Gabby got home from school and found her mom sitting in her tiny office off the living room, clicking through the accounting files on her computer. A giant iron horse’s head was propped in a chair beside her.

“That’s for a client, right?” Gabby asked, eyeing it suspiciously. Her mom was an interior designer; she’d worked for a famous lady in Greenwich until Gabby was in fourth grade, when she’d started her own business.
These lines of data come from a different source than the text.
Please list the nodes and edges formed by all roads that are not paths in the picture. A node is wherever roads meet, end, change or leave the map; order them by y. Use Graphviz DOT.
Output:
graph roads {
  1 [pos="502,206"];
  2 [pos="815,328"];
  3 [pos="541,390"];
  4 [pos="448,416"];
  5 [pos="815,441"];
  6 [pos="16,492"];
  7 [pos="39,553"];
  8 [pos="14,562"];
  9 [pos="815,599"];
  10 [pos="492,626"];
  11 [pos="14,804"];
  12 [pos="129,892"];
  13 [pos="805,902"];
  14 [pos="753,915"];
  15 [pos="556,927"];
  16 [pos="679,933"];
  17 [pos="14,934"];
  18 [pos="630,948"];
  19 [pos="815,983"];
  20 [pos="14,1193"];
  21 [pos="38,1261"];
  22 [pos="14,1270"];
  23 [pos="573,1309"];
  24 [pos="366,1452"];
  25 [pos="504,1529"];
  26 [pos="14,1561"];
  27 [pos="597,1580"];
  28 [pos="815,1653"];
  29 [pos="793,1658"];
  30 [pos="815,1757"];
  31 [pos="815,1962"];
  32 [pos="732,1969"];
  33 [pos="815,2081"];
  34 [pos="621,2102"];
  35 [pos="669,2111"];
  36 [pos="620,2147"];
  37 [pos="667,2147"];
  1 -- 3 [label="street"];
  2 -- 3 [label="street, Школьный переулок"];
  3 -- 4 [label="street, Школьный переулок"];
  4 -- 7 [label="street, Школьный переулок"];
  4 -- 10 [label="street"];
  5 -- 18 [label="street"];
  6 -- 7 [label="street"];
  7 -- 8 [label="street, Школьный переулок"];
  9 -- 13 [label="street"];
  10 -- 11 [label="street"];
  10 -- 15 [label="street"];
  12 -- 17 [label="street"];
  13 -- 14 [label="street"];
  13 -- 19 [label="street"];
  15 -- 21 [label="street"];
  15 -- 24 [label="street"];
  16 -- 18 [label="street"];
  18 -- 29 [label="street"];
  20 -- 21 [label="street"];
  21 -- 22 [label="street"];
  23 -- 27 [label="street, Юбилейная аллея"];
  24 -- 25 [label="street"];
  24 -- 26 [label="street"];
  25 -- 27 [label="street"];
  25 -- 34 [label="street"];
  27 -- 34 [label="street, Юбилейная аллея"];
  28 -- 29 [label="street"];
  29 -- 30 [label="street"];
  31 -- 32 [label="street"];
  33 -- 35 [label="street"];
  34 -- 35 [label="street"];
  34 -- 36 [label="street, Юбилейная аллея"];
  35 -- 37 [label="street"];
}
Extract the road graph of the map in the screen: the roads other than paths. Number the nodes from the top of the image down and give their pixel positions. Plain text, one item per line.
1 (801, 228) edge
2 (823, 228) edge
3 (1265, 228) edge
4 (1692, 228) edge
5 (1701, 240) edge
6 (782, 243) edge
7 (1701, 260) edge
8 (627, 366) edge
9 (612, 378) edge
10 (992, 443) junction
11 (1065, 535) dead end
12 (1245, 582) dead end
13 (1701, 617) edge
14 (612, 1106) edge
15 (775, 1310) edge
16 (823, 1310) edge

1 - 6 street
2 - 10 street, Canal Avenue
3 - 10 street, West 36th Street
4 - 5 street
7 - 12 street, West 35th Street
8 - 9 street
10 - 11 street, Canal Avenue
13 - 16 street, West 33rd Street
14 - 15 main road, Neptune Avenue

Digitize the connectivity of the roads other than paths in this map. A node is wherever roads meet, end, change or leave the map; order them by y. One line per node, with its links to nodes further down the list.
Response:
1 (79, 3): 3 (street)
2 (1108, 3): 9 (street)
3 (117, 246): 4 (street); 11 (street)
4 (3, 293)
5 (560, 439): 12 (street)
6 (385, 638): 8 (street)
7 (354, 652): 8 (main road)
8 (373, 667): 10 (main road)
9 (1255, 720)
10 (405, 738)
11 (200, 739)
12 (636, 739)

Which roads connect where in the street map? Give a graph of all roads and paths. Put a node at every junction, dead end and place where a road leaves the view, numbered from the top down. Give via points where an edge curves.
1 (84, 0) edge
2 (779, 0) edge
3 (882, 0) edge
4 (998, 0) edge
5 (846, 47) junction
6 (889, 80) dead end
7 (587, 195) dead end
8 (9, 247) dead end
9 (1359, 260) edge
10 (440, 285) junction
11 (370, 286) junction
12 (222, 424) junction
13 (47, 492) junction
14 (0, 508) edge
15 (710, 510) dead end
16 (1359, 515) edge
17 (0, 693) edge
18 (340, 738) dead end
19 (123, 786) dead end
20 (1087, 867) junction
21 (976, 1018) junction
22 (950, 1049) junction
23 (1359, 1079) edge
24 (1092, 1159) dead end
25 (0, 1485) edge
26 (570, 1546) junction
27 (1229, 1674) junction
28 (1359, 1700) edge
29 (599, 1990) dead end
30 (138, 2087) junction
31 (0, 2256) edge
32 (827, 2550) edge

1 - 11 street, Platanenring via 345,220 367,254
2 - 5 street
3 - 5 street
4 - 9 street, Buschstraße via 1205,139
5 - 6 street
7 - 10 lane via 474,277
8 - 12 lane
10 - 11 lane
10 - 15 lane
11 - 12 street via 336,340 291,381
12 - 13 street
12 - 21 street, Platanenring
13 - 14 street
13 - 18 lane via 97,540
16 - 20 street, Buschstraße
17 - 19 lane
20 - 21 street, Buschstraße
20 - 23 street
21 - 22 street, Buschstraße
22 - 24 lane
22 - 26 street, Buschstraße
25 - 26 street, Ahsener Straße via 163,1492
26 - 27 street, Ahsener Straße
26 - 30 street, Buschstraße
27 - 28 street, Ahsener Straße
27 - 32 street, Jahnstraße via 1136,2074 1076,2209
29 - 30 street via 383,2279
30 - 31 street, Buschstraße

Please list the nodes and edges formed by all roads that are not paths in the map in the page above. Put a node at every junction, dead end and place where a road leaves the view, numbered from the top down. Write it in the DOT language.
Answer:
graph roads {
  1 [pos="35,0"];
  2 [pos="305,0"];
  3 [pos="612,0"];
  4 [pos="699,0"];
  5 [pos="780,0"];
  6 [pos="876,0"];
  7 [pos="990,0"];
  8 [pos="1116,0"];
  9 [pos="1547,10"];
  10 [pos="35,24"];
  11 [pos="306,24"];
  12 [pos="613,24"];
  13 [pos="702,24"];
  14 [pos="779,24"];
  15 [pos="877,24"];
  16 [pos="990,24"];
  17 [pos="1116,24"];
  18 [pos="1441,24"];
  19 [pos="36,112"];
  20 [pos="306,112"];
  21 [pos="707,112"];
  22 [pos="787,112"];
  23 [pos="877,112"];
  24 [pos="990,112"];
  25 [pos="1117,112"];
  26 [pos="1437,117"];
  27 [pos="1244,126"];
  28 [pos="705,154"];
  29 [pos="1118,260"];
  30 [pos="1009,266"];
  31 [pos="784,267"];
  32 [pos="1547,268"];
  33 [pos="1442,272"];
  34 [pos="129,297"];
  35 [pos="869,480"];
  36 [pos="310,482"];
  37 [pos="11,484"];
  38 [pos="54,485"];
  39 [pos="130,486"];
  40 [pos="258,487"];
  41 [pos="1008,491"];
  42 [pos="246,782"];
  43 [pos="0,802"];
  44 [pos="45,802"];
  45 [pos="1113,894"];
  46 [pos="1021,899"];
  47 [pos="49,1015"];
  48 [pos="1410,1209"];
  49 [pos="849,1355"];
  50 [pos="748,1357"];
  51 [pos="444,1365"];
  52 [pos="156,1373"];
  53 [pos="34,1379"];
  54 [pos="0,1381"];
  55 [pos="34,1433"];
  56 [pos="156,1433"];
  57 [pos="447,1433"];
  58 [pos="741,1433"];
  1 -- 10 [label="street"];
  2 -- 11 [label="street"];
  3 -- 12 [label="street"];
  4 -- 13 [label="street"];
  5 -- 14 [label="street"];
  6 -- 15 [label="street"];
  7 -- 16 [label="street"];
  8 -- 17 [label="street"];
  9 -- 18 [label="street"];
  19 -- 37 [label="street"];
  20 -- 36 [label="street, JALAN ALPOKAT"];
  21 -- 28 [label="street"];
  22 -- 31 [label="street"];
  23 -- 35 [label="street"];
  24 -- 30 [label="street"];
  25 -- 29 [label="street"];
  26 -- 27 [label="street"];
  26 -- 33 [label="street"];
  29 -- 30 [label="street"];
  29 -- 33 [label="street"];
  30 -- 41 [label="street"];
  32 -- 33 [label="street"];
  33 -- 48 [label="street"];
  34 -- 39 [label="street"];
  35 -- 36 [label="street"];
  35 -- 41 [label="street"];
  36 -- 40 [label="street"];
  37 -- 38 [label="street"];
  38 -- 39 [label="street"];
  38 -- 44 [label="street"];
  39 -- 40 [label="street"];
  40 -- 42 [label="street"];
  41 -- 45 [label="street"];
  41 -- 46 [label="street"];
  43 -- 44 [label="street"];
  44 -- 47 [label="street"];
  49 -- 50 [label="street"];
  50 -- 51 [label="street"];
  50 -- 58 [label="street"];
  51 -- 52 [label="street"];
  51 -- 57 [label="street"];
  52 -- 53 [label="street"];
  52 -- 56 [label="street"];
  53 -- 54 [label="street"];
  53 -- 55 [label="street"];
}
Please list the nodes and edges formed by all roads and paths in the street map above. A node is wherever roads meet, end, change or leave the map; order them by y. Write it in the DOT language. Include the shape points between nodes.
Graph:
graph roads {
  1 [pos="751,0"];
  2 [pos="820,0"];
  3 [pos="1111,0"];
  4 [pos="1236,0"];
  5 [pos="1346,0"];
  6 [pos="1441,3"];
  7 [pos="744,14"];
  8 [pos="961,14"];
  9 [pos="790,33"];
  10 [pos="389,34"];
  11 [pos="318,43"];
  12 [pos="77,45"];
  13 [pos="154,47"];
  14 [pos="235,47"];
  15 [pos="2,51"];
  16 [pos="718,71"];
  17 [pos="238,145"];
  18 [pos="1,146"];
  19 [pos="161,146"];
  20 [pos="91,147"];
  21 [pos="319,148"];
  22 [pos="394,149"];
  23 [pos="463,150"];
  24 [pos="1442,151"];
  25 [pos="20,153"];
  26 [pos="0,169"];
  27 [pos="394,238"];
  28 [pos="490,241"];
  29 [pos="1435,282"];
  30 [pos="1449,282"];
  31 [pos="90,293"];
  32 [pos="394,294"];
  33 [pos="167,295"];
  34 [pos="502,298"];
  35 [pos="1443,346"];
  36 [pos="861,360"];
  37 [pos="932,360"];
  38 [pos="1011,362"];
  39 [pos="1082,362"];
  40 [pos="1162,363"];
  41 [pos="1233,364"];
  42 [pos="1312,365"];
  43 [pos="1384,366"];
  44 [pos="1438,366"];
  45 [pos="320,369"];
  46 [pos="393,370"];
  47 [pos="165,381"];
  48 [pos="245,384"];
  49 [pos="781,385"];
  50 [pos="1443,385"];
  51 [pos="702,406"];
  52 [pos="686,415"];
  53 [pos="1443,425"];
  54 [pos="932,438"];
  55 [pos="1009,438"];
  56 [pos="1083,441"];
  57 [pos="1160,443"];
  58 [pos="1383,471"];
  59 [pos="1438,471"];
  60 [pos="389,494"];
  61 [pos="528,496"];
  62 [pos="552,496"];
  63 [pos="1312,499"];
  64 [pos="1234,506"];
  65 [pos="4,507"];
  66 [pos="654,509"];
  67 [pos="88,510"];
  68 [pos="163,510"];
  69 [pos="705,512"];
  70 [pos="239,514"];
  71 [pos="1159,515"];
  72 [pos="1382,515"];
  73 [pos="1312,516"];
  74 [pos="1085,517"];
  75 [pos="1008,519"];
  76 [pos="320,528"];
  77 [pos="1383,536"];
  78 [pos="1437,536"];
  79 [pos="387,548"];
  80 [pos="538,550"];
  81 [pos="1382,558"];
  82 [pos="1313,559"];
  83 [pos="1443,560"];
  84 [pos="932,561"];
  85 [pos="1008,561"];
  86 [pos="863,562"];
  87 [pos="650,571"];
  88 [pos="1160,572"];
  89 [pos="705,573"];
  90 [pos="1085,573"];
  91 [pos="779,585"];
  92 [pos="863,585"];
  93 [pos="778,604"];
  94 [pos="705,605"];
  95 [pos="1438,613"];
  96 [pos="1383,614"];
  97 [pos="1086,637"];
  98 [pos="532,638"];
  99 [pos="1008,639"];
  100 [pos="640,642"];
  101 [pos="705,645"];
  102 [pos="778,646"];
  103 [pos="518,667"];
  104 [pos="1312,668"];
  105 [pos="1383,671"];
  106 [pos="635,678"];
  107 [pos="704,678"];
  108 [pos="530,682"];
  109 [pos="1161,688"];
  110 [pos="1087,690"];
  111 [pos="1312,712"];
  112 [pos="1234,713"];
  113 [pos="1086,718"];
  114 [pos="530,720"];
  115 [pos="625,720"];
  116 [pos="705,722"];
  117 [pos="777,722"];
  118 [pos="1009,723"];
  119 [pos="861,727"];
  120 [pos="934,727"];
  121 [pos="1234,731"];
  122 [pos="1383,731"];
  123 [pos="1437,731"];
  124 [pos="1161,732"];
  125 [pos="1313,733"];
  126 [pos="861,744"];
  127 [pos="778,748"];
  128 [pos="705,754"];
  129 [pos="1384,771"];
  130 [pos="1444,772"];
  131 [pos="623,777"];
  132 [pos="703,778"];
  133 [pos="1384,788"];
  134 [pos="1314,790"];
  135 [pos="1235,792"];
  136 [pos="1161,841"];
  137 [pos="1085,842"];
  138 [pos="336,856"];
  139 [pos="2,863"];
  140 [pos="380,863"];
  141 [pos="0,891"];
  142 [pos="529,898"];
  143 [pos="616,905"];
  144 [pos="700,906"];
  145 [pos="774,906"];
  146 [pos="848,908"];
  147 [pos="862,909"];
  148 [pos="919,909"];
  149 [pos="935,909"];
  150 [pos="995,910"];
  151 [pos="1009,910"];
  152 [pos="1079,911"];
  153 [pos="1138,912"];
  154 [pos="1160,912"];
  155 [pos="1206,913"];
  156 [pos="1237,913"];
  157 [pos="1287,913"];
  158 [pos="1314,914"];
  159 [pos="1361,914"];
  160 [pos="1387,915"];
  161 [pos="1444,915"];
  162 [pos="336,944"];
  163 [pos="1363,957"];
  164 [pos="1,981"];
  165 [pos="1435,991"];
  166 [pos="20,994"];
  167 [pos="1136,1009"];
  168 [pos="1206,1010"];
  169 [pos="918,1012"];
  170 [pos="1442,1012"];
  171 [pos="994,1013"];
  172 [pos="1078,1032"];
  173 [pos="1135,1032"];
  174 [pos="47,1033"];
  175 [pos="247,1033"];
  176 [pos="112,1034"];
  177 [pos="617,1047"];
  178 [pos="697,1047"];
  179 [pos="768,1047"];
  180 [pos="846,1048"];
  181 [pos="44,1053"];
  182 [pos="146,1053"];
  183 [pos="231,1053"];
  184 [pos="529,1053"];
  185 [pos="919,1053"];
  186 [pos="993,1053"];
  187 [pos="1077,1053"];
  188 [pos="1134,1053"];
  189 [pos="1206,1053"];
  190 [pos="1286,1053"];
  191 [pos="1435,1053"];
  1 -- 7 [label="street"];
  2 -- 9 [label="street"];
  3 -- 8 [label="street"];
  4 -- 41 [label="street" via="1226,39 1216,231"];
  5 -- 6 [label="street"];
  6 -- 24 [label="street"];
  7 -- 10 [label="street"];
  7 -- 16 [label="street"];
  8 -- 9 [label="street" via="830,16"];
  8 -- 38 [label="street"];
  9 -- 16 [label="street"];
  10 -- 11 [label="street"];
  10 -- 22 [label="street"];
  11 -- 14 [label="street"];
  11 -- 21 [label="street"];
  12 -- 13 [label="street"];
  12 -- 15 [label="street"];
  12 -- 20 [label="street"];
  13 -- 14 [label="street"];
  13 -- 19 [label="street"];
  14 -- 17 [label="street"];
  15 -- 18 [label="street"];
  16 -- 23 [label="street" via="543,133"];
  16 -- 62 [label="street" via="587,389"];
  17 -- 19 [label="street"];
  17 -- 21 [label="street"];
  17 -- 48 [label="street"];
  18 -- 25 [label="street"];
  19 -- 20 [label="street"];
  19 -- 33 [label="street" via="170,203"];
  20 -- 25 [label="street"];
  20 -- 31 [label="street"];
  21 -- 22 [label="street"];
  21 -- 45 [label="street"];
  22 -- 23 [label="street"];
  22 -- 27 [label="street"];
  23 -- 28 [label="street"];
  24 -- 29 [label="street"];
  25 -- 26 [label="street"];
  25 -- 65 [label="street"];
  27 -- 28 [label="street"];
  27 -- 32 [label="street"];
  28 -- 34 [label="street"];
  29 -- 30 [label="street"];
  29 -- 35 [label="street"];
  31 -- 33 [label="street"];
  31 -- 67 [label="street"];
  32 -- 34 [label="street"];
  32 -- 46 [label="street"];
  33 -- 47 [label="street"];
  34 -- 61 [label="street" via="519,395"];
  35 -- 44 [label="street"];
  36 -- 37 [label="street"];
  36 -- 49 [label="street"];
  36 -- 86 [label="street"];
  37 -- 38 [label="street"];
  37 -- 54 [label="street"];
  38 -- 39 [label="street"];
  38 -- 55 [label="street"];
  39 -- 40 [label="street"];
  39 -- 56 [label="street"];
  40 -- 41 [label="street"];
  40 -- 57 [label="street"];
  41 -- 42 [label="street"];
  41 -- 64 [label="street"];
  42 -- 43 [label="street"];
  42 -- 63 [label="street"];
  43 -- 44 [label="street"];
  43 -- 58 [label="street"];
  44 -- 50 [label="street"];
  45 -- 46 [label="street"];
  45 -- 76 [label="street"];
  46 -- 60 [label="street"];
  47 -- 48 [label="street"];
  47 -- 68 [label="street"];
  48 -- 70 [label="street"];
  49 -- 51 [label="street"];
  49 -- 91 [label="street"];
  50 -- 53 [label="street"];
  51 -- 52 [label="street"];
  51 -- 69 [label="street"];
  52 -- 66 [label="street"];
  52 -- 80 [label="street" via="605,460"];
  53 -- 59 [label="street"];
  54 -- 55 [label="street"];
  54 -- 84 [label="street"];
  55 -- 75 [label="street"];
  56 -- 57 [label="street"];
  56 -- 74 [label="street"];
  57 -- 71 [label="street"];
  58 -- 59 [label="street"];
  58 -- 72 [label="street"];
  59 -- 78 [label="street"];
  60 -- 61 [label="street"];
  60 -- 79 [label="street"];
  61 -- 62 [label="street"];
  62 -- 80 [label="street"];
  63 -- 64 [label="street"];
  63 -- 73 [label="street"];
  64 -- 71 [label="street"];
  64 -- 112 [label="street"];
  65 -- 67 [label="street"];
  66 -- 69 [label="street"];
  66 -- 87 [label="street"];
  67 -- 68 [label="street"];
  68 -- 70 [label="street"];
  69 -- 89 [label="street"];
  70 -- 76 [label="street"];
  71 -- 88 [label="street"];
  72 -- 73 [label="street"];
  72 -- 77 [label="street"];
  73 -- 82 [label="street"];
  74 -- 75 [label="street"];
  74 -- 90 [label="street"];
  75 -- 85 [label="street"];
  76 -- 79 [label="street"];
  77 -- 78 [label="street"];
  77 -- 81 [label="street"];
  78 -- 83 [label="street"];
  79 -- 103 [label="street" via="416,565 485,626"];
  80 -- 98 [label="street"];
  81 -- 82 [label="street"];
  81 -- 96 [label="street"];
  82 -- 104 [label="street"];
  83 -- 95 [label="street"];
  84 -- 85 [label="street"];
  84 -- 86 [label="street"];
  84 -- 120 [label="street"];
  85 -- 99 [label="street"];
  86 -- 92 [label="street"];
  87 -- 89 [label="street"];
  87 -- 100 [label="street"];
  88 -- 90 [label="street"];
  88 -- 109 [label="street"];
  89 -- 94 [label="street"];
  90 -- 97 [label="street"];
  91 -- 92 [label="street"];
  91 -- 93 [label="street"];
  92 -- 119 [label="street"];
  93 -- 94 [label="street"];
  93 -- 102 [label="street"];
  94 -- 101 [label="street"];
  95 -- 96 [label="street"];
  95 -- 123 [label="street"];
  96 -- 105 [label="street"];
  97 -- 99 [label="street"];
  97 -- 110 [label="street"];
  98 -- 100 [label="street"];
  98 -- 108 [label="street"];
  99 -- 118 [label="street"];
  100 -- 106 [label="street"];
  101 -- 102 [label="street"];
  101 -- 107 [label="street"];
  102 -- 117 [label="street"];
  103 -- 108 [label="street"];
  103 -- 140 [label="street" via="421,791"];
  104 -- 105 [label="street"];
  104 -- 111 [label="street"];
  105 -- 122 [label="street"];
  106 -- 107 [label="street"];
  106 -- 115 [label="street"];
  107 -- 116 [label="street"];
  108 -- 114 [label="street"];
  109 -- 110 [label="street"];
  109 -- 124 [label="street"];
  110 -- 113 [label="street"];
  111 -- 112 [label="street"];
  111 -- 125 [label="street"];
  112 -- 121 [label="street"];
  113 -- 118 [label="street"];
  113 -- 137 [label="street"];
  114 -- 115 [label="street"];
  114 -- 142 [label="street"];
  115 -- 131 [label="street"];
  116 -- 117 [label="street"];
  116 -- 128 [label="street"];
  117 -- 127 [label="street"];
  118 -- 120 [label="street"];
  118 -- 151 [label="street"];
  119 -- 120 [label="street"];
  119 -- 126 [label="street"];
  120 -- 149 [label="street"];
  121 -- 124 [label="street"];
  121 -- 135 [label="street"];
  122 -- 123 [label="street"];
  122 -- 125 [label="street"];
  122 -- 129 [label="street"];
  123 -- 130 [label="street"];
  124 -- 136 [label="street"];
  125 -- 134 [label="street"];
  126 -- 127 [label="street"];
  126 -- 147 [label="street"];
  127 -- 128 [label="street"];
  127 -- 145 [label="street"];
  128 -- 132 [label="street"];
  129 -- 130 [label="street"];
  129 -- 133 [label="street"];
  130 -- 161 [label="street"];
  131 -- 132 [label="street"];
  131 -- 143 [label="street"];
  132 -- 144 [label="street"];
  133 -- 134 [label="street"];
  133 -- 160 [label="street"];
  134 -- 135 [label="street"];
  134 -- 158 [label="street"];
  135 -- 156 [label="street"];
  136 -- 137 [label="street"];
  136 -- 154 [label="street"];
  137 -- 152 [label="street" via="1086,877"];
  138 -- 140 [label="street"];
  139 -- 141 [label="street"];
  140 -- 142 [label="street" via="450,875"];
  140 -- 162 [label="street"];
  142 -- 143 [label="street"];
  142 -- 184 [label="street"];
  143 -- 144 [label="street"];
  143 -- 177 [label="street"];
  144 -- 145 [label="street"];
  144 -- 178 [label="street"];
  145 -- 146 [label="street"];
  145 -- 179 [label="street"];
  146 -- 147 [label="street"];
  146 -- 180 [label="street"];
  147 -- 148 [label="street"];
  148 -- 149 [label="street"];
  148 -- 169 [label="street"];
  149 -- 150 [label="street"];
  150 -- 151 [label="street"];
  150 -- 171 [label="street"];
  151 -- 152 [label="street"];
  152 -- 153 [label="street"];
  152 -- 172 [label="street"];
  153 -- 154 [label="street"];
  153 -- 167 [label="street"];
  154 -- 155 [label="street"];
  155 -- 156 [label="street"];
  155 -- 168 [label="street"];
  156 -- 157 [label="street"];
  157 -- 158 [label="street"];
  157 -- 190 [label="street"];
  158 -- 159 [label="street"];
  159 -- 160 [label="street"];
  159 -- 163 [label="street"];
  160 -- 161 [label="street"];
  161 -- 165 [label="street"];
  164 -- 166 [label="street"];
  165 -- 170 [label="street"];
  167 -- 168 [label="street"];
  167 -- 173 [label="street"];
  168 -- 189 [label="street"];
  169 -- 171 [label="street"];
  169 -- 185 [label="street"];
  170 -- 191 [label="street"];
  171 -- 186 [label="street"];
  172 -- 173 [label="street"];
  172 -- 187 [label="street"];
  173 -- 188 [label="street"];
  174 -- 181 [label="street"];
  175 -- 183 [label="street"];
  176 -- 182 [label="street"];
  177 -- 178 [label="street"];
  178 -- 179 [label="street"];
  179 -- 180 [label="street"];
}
Gabby’s dad had always said she should write a book, and this winter she was actually doing it, the desk in the office heaped with even more fabric swatches and mood boards than usual. “Not for us?”

“What, you don’t like it?” Her mom grinned. “I found it at a church sale down in Hartsdale,” she said, swiveling around and offering Gabby the last of the iced tea she’d been drinking. “Isn’t it the weirdest thing you’ve ever seen?”

“It’s kind of threatening,” Gabby agreed.

“It’s heavy as anything, too. I had to have one of the priests help me carry it to my car. Now I have to figure out how to ship it to the client in Wisconsin. I might buy it a seat on a Greyhound bus.” She sat back in her chair, clearly delighted with herself. “How was Shay, hm? She get all her applications in?”

“Uh-huh,” Gabby reported, slurping the last of the tea and chewing on the straw a bit. Shay was applying to colleges: Columbia and the New School and Purchase, plus a couple of conservatory programs Gabby was secretly hoping she didn’t get into because they were so impossibly far away. “She sent the last one yesterday.”

“Good for her. That’ll be you next year,” her mom pointed out. “Can you believe it? Crazy to think about, right?”

Gabby nodded, rattling the ice in the plastic cup. “Yup.” The truth was that college might as well have been parachuting into the Grand Canyon or climbing Mount Everest: something ridiculous and far-fetched that required a lot of special equipment, something for people who were far braver than her. It wasn’t that she didn’t think she could get in. That part would be easy. But the actual going, the moving, the idea of being surrounded by total strangers twenty-four hours a day—it gave Gabby vague waves of nausea to think about it, so mostly she didn’t.

If she’d turned faintly green, her mom didn’t seem to notice. “I ought to start dinner,” she said, getting up and motioning for Gabby to follow her into the kitchen. “Hey, this reminds me,” she said, opening the fridge, “I saw Luann at Stop & Shop on my way back from the church sale. It got me thinking, everything okay with Ryan?”

That got Gabby’s attention. “Yeah,” she said, leaning against the kitchen doorway. “Why wouldn’t it be?”

“I don’t know.” Her mom set a shrink-wrapped package of chicken on the counter. “Just curious. We just haven’t seen a whole lot of him lately, I guess.”

Gabby shrugged. She and Ryan had been hanging out a little less since she’d started dating Shay the previous spring, but that was normal, wasn’t it? All friendships went through stuff like that. “Hockey, I guess,” she said, although hockey had never kept them from seeing each other before. “He’s busy.”

Gabby’s mom nodded, didn’t push. She never questioned Gabby as hard as she questioned Celia and Kristina, and on one hand, Gabby thought it was probably one of the reasons the two of them didn’t fight as much as her mom and sisters did. On the other hand, sometimes she wondered if it was because her mom was afraid of what might possibly happen if she did.

“Dinner in half an hour, yeah?” her mom said, setting a skillet on the stovetop. Gabby nodded, headed up to her room.